• **DIRECTIONS FOR THIS TASK**:
Report each line of the data that includes the word "screen".

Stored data
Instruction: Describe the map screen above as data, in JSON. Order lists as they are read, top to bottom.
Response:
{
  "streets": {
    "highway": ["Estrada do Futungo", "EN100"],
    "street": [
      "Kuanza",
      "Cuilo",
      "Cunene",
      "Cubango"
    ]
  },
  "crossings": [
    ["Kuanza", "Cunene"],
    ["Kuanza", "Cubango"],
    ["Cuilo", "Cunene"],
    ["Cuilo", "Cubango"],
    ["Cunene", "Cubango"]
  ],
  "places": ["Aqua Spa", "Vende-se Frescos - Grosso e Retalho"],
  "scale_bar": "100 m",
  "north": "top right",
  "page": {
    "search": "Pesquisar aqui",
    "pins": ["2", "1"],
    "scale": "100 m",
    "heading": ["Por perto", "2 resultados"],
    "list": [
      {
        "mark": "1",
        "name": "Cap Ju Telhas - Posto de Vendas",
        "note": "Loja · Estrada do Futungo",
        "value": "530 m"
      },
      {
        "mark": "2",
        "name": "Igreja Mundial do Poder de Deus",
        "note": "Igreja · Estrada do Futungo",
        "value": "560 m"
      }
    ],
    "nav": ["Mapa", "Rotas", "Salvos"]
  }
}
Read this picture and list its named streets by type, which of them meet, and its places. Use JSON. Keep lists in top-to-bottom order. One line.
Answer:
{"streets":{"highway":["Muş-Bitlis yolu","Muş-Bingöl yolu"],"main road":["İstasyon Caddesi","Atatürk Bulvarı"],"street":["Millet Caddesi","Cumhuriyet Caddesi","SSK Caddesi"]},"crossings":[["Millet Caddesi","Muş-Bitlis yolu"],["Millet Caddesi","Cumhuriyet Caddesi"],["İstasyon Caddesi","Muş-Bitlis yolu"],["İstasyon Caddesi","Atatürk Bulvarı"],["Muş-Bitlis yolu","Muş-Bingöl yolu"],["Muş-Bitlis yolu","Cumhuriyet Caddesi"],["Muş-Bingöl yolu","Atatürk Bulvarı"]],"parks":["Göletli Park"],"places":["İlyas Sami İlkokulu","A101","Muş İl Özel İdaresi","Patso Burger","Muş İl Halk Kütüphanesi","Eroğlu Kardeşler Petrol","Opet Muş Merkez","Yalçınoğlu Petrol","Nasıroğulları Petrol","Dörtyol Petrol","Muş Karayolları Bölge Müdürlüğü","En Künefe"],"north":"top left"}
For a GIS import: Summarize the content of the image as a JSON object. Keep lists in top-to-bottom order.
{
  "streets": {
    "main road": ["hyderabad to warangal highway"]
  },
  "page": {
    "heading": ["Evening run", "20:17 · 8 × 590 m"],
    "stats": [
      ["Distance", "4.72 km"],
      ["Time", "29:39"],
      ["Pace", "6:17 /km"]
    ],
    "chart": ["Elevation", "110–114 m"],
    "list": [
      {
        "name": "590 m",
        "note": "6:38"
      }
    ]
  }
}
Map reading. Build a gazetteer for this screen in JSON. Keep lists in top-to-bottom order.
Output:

• **WRITTEN SOLUTION**:
Instruction: Describe the map screen above as data, in JSON. Order lists as they are read, top to bottom.
Map reading. Build a gazetteer for this screen in JSON. Keep lists in top-to-bottom order.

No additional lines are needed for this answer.